- TASK REQUIREMENTS
Repeat, exactly as written, the line containing "I need the junctions" and each line after it through the end of the data.

[DATASET EXCERPTS Boundary: Start]

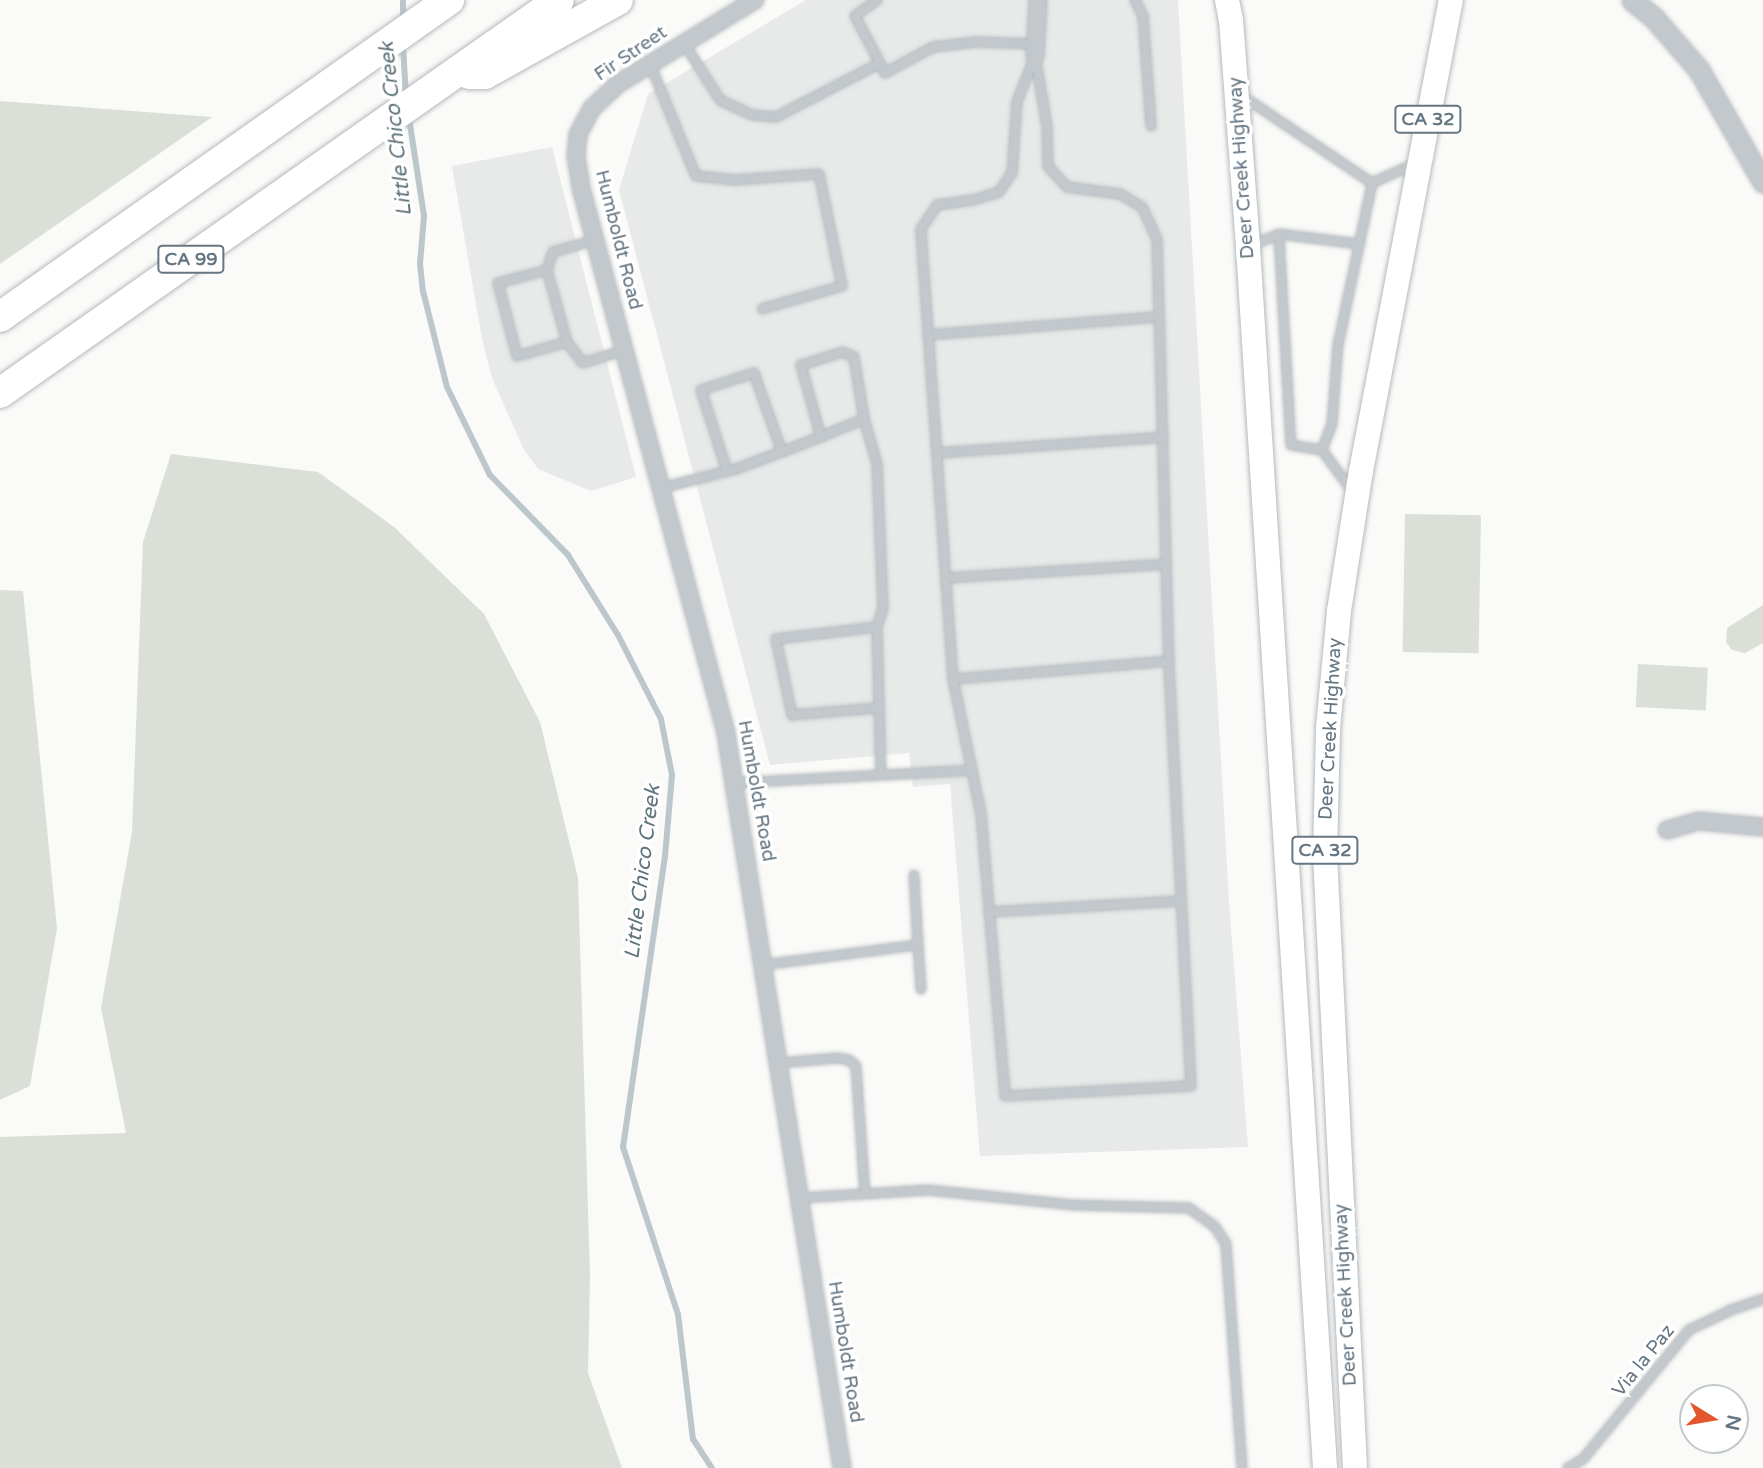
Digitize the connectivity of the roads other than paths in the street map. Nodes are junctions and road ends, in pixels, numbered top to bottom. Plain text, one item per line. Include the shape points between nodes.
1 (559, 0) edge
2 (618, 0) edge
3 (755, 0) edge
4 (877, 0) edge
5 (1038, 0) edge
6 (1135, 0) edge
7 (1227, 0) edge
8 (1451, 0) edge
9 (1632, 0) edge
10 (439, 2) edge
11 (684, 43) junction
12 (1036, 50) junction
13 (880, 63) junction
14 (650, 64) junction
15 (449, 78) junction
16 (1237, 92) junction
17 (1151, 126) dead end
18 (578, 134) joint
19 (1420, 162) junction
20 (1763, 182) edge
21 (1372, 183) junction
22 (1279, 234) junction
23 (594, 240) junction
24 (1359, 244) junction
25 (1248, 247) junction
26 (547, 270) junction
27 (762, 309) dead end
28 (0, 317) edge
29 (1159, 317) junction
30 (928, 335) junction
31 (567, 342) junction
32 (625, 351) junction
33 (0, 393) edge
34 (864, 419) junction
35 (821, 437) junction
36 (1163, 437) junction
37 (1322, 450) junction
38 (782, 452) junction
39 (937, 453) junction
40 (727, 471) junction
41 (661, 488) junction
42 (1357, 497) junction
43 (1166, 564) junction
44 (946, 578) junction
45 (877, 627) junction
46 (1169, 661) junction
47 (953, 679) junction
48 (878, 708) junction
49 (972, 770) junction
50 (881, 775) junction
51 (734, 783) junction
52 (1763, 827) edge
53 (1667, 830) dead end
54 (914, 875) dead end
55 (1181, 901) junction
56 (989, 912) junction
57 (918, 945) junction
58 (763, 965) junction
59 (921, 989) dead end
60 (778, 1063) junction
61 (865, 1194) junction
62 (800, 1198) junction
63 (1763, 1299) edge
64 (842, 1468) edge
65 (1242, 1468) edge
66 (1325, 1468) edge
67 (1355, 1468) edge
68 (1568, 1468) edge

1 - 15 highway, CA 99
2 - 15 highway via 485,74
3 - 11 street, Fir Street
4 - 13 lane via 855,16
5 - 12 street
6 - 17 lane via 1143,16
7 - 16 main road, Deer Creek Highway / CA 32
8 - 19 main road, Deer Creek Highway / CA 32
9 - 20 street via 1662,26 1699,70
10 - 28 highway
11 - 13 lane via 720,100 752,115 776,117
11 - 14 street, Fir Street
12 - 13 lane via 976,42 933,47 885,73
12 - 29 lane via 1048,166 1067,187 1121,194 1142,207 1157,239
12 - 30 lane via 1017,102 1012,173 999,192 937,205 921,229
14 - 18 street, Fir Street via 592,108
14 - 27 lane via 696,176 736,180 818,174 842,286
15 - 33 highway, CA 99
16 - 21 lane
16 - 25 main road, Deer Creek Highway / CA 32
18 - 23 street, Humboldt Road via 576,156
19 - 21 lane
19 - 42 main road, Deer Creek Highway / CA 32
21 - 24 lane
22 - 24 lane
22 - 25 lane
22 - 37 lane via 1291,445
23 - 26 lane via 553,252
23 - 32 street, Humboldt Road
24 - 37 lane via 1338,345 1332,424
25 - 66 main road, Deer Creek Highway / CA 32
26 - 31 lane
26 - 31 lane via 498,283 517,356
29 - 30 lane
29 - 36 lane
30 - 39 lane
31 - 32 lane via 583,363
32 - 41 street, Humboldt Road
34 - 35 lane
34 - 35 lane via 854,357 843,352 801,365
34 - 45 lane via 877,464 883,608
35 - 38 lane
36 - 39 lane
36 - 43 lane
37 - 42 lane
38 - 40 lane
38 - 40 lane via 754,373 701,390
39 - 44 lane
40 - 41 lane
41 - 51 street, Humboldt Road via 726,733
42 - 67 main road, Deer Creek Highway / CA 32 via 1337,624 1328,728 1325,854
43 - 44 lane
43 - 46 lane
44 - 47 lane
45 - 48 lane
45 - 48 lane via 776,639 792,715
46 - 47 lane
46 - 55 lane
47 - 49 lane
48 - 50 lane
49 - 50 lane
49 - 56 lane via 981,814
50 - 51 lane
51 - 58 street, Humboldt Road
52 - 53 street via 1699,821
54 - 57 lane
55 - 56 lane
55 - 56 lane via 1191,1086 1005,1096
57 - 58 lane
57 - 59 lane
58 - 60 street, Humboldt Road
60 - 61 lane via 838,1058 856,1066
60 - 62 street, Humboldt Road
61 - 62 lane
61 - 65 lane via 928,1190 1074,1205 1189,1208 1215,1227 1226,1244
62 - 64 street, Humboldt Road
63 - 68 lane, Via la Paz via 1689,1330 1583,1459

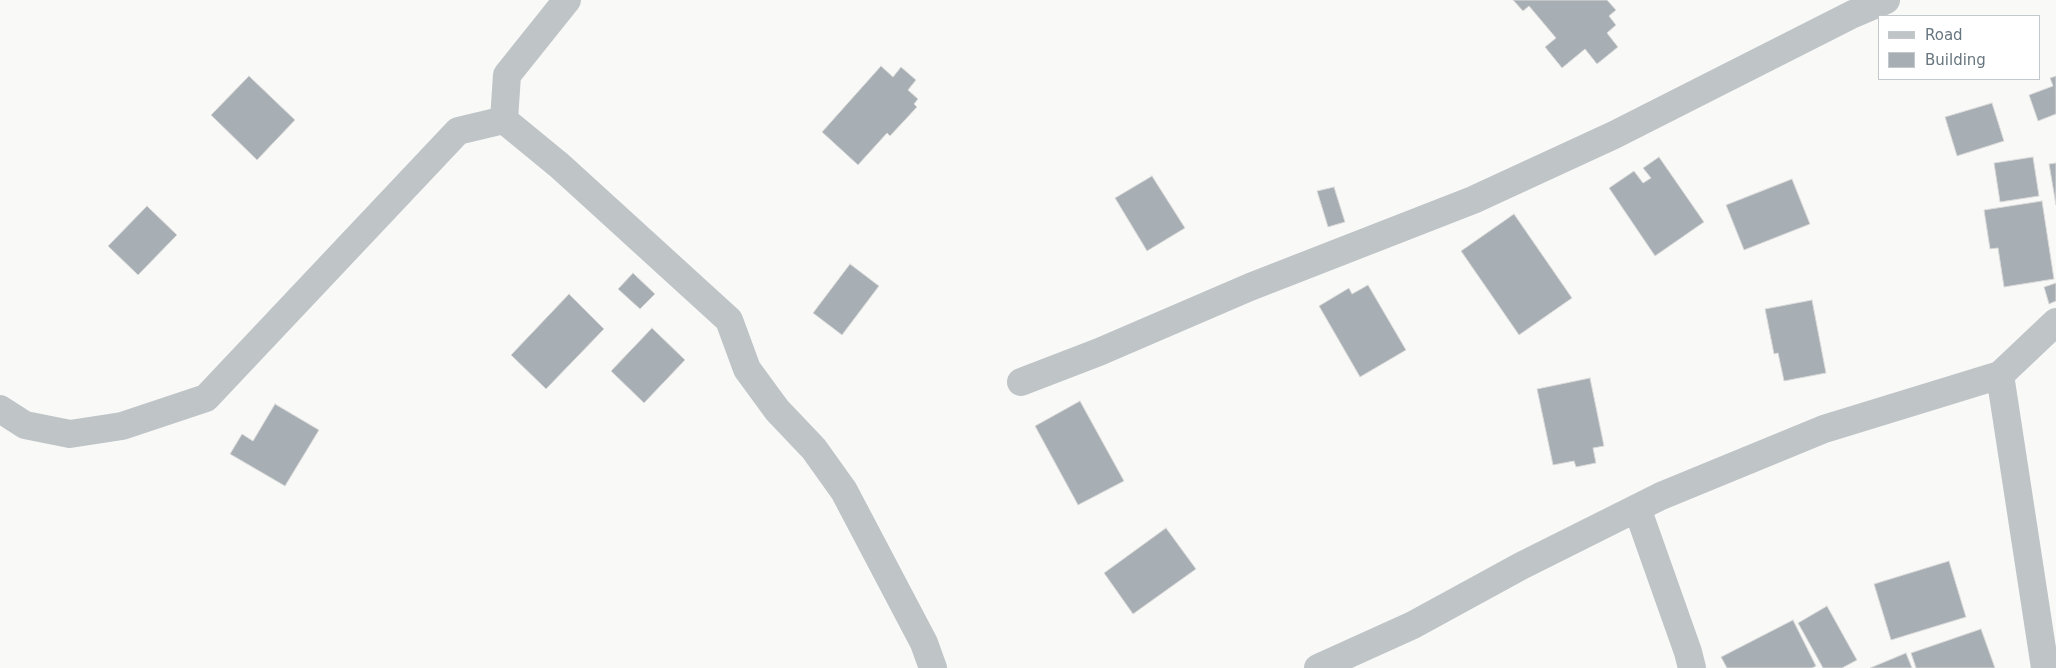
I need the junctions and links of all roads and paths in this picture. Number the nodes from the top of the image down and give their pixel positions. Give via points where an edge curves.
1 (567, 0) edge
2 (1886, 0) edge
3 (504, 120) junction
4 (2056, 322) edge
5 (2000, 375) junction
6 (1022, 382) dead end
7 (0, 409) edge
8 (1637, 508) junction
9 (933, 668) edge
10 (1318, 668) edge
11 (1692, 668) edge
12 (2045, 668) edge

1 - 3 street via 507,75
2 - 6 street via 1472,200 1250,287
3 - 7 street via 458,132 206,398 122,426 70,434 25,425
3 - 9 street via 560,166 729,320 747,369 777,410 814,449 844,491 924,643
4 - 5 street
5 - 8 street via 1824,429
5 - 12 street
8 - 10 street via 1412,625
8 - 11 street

[DATASET EXCERPTS Boundary: End]

- SOLUTION BELOW
I need the junctions and links of all roads and paths in this picture. Number the nodes from the top of the image down and give their pixel positions. Give via points where an edge curves.
1 (567, 0) edge
2 (1886, 0) edge
3 (504, 120) junction
4 (2056, 322) edge
5 (2000, 375) junction
6 (1022, 382) dead end
7 (0, 409) edge
8 (1637, 508) junction
9 (933, 668) edge
10 (1318, 668) edge
11 (1692, 668) edge
12 (2045, 668) edge

1 - 3 street via 507,75
2 - 6 street via 1472,200 1250,287
3 - 7 street via 458,132 206,398 122,426 70,434 25,425
3 - 9 street via 560,166 729,320 747,369 777,410 814,449 844,491 924,643
4 - 5 street
5 - 8 street via 1824,429
5 - 12 street
8 - 10 street via 1412,625
8 - 11 street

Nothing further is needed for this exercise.